§ Activity
Word for word, write the records out again, but omit each picture.

[Stored data]
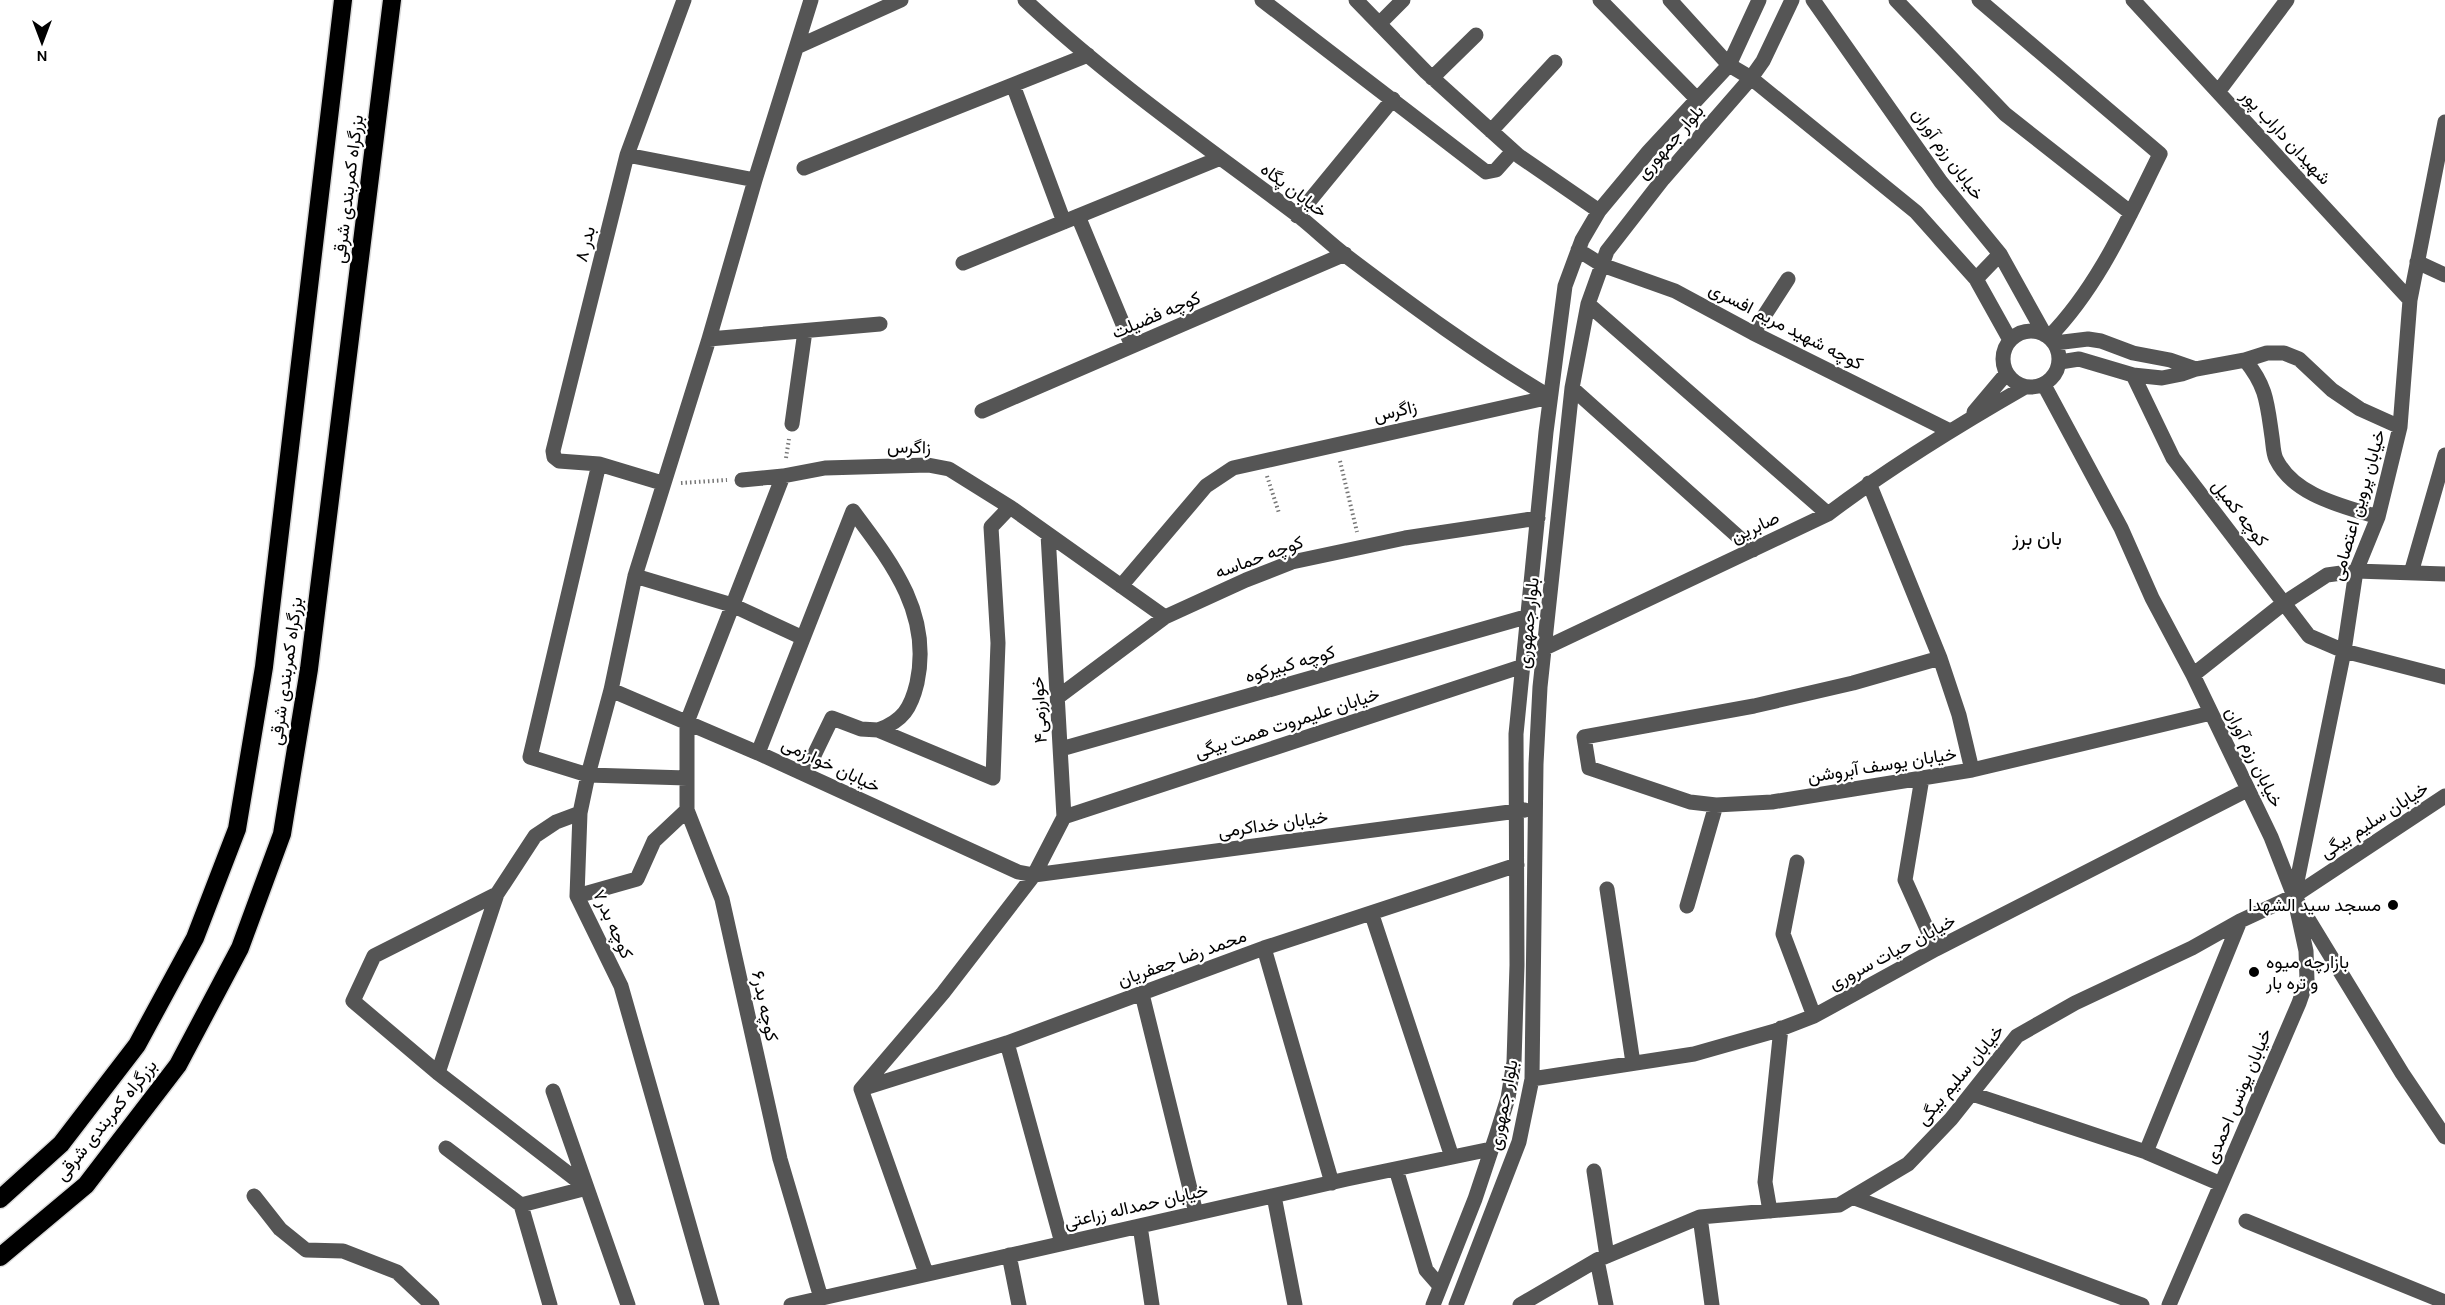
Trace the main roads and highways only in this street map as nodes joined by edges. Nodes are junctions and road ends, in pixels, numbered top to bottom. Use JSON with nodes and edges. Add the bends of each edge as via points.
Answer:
{"nodes":[{"id":1,"x":343,"y":0,"type":"edge"},
{"id":2,"x":392,"y":0,"type":"edge"},
{"id":3,"x":0,"y":1199,"type":"edge"},
{"id":4,"x":0,"y":1257,"type":"edge"}],
"edges":[{"from":1,"to":3,"type":"highway","name":"بزرگراه کمربندی شرقی","via":[[264,667],[237,829],[195,938],[137,1045],[61,1144]]},
{"from":2,"to":4,"type":"highway","name":"بزرگراه کمربندی شرقی","via":[[309,669],[282,834],[240,948],[178,1065],[86,1185]]}]}
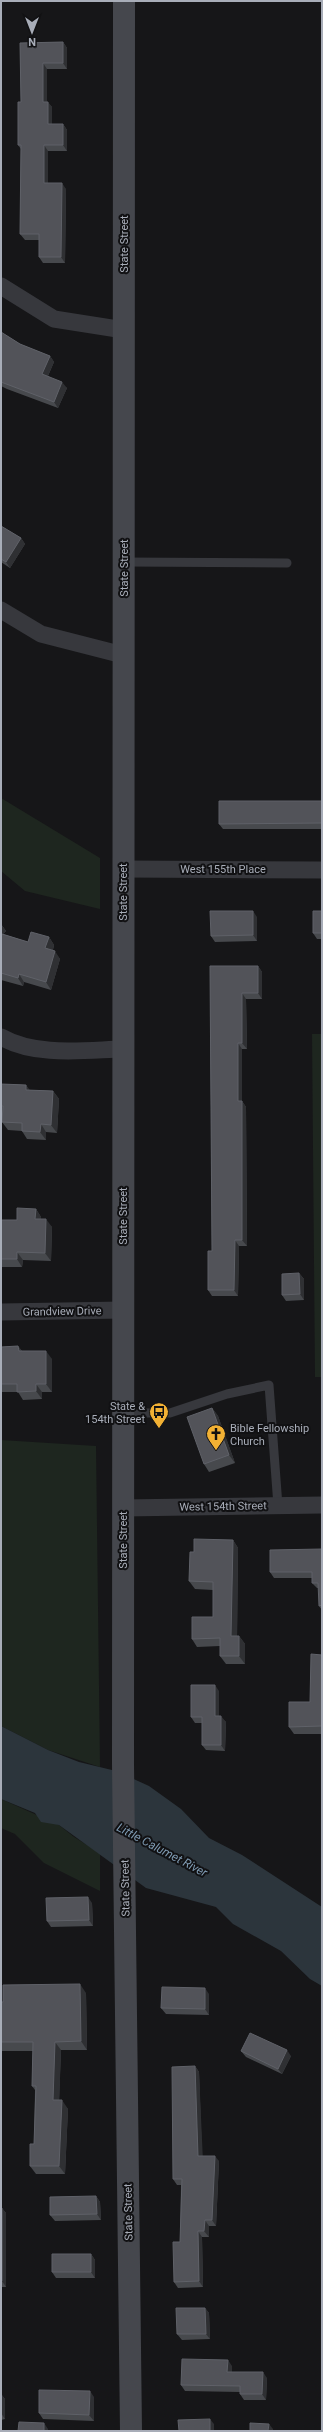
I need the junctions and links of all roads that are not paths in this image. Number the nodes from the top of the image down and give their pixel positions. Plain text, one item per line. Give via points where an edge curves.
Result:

§ Task answer
Trace the main roads and highways only in this street map as nodes joined by edges. Nodes are junctions and road ends, in pixels, numbered top to bottom. Use JSON with nodes and edges. Add the bends of each edge as via points.
Answer:
{"nodes":[{"id":1,"x":343,"y":0,"type":"edge"},
{"id":2,"x":392,"y":0,"type":"edge"},
{"id":3,"x":0,"y":1199,"type":"edge"},
{"id":4,"x":0,"y":1257,"type":"edge"}],
"edges":[{"from":1,"to":3,"type":"highway","name":"بزرگراه کمربندی شرقی","via":[[264,667],[237,829],[195,938],[137,1045],[61,1144]]},
{"from":2,"to":4,"type":"highway","name":"بزرگراه کمربندی شرقی","via":[[309,669],[282,834],[240,948],[178,1065],[86,1185]]}]}
I need the junctions and links of all roads that are not paths in this image. Number the nodes from the top of the image down and give their pixel positions. Plain text, one item per line. Give via points where an edge curves.
Result:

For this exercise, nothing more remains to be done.